What I understand in the few days I used the M9 for my reportage on the back stage of the Rome's fashion week, is that the Leica is a good camera with some pros and cons that I would like to share with you.

 

What I use: M9, 35mm summicron always at f/2 and ISO 500, no flash.

 

The aim of my works was to go behind the scene and shot model ,designers,and workers before they go on the catwalk to catch their emotion, fear and happiness. I have to admit that use a M9 is much comfortable than any DSLR, is less intrusive and allow me to be close to the subject without interfering too much with them.

 

The main issue was the low light, I had no flash and so I had to push the ISO to 500 (not so high indeed) and aperture to f/2, setting the speed at 1/125 to avoid too blurry image. The main concern on that is that at ISO 500 often the noise is too much and even in LR4 I cannot use properly many of them. Some can be used for the web but not to print.

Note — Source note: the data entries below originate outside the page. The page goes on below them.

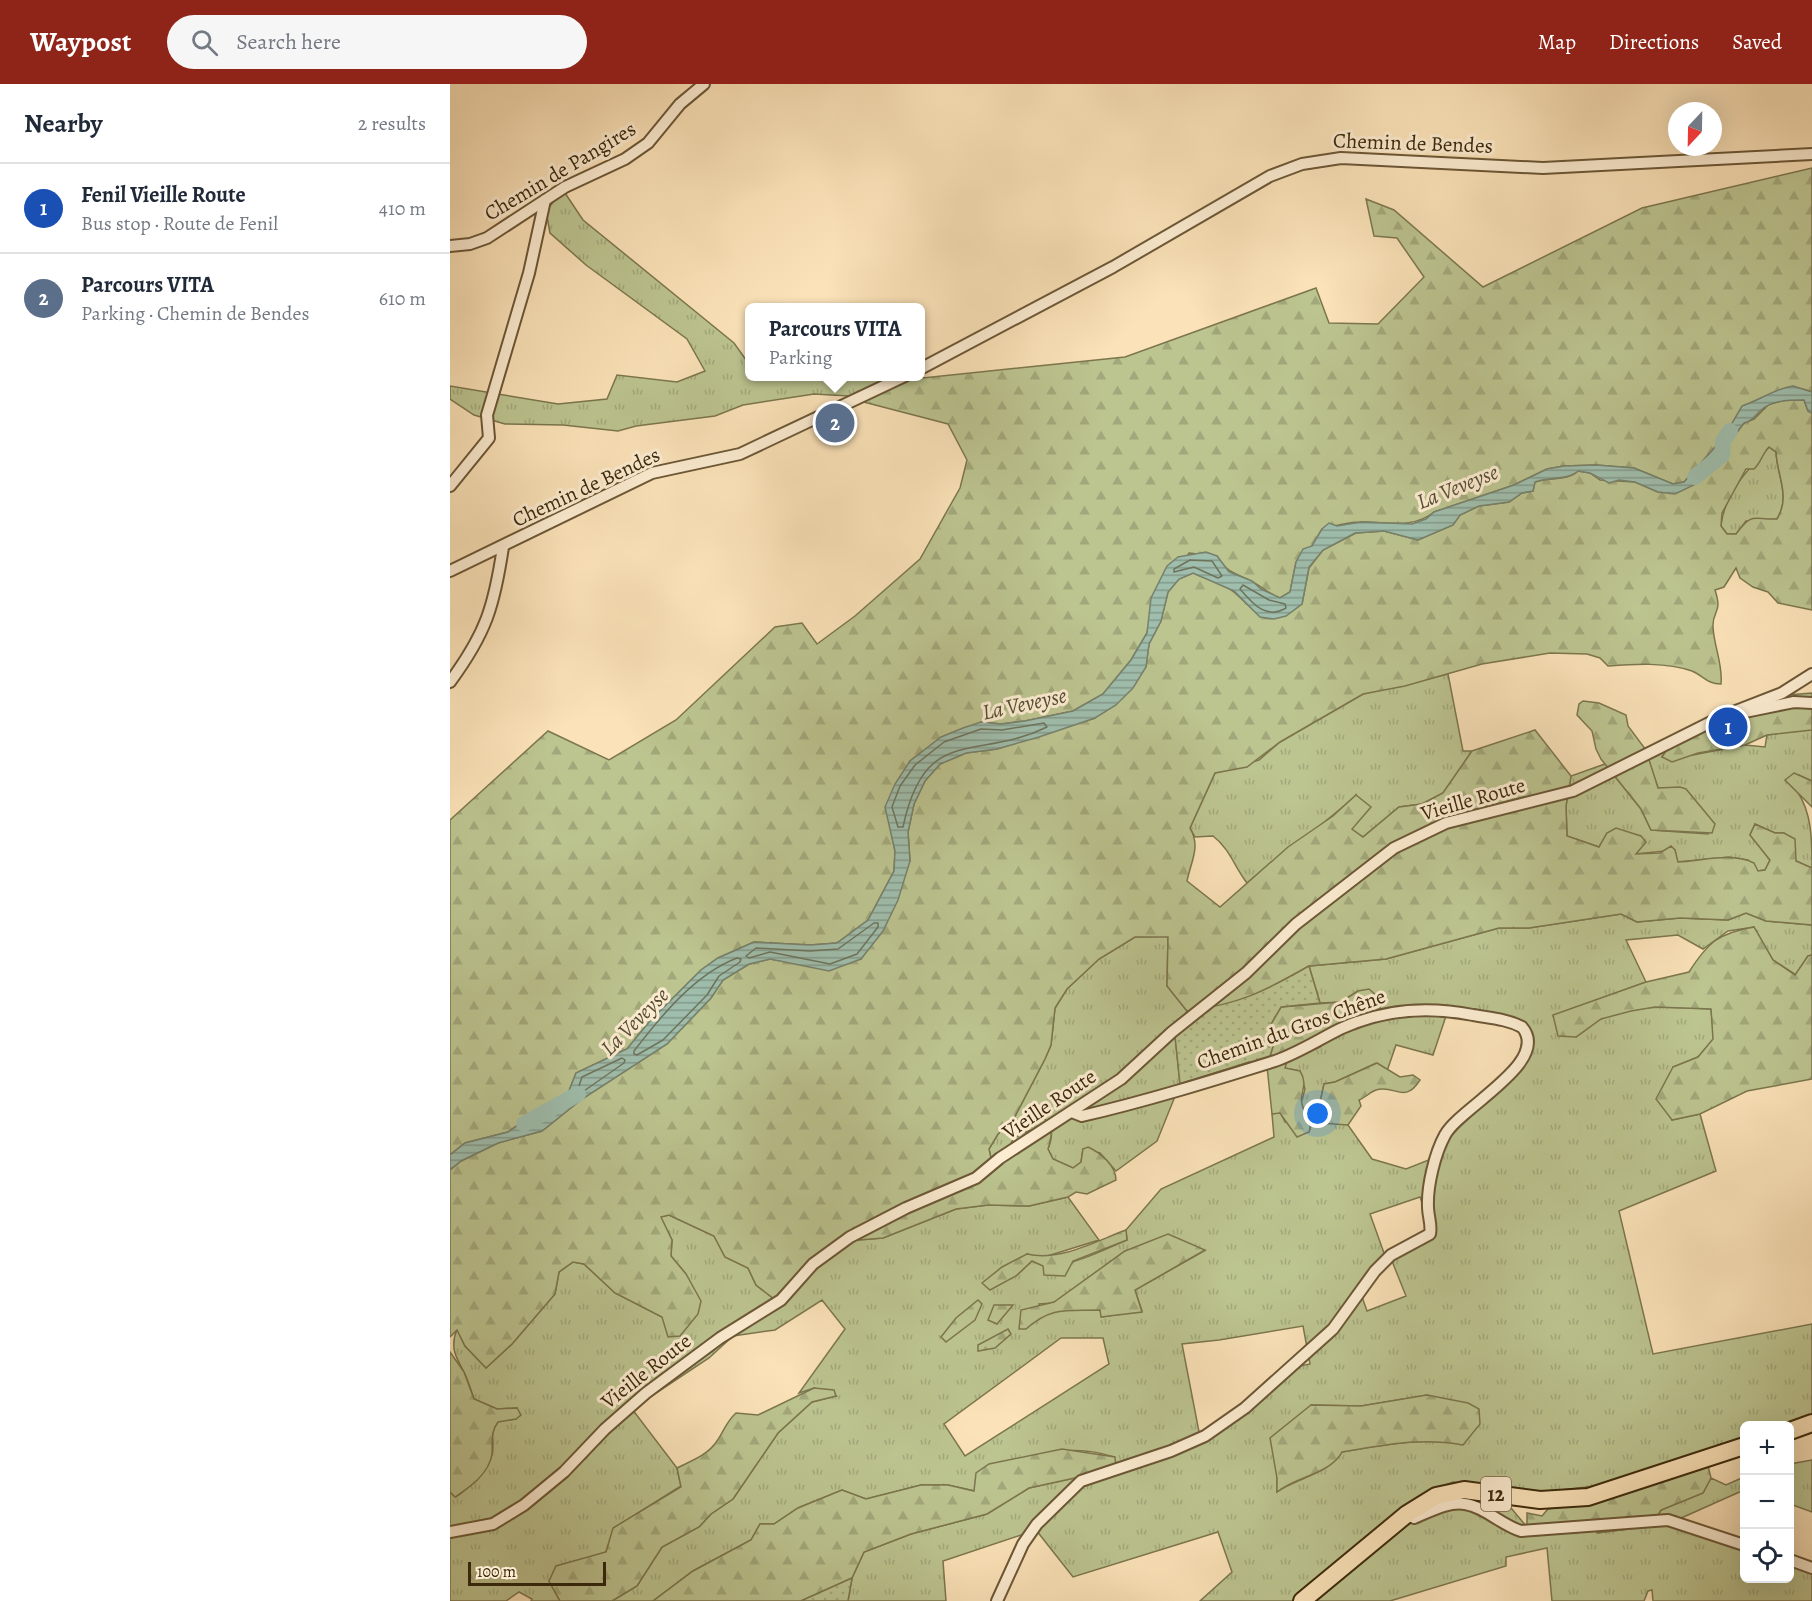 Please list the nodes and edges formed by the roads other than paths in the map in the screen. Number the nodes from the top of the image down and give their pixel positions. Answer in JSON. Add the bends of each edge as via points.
{"nodes":[{"id":1,"x":704,"y":84,"type":"edge"},
{"id":2,"x":1812,"y":154,"type":"edge"},
{"id":3,"x":545,"y":200,"type":"junction"},
{"id":4,"x":450,"y":246,"type":"edge"},
{"id":5,"x":925,"y":367,"type":"edge"},
{"id":6,"x":894,"y":381,"type":"edge"},
{"id":7,"x":450,"y":486,"type":"edge"},
{"id":8,"x":502,"y":547,"type":"junction"},
{"id":9,"x":451,"y":569,"type":"edge"},
{"id":10,"x":1812,"y":674,"type":"edge"},
{"id":11,"x":450,"y":682,"type":"edge"},
{"id":12,"x":1812,"y":703,"type":"edge"},
{"id":13,"x":1724,"y":716,"type":"junction"},
{"id":14,"x":1072,"y":1112,"type":"junction"},
{"id":15,"x":1812,"y":1423,"type":"edge"},
{"id":16,"x":1794,"y":1430,"type":"edge"},
{"id":17,"x":1740,"y":1447,"type":"edge"},
{"id":18,"x":1407,"y":1514,"type":"junction"},
{"id":19,"x":450,"y":1532,"type":"edge"},
{"id":20,"x":1740,"y":1544,"type":"edge"},
{"id":21,"x":1794,"y":1561,"type":"edge"},
{"id":22,"x":1812,"y":1568,"type":"edge"},
{"id":23,"x":997,"y":1601,"type":"edge"},
{"id":24,"x":1302,"y":1601,"type":"edge"}],
"edges":[{"from":1,"to":3,"type":"street","name":"Chemin de Pangires","via":[[680,104],[648,143]]},
{"from":2,"to":5,"type":"street","name":"Chemin de Bendes","via":[[1543,168],[1341,158],[1302,164],[1269,176],[1113,267]]},
{"from":3,"to":4,"type":"street","name":"Chemin de Pangires","via":[[487,238]]},
{"from":3,"to":7,"type":"street","via":[[529,273],[488,415],[489,438]]},
{"from":6,"to":8,"type":"street","name":"Chemin de Bendes","via":[[740,454],[652,473]]},
{"from":8,"to":9,"type":"street","name":"Chemin de Bendes"},
{"from":8,"to":11,"type":"street","via":[[489,618]]},
{"from":10,"to":13,"type":"street","via":[[1782,693]]},
{"from":12,"to":13,"type":"street","via":[[1794,702]]},
{"from":13,"to":14,"type":"street","name":"Vieille Route","via":[[1573,791],[1446,823],[1394,848],[1296,924],[1246,973],[1172,1032],[1126,1076]]},
{"from":14,"to":19,"type":"street","name":"Vieille Route","via":[[976,1178],[850,1237],[813,1264],[781,1300],[720,1338],[646,1393],[600,1433],[564,1472],[519,1509],[493,1524]]},
{"from":14,"to":23,"type":"street","name":"Chemin du Gros Chêne","via":[[1082,1116],[1155,1099],[1276,1060],[1341,1028],[1399,1011],[1436,1010],[1506,1021],[1522,1027],[1529,1041],[1514,1070],[1460,1117],[1444,1137],[1428,1195],[1431,1234],[1391,1255],[1333,1329],[1245,1408],[1205,1436],[1081,1481],[1037,1524],[1023,1544]]},
{"from":15,"to":16,"type":"main road"},
{"from":17,"to":18,"type":"main road","number":"12","via":[[1588,1497],[1540,1500],[1464,1490],[1436,1496]]},
{"from":18,"to":20,"type":"street","via":[[1414,1518],[1448,1505],[1465,1504],[1521,1531],[1668,1520]]},
{"from":18,"to":24,"type":"main road","number":"12"},
{"from":21,"to":22,"type":"street"}]}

With a flash I can avoid such issue but I have no one.

 

In few case the color image can be used with few post processing as this one

altrucco-1.jpg

But many image required some post processing I am not familiar with, as this example: export from the raw file, left the color version without noise correction, right side with noise reduced in LR4 nd converted in BW and the last image is exported for the web

 

Most I do is to reduce the black and the shadow before to use the noise reduction panel that is the last step. I many case it works properly and I have a good enough output for the web. What do you do to obtain better results?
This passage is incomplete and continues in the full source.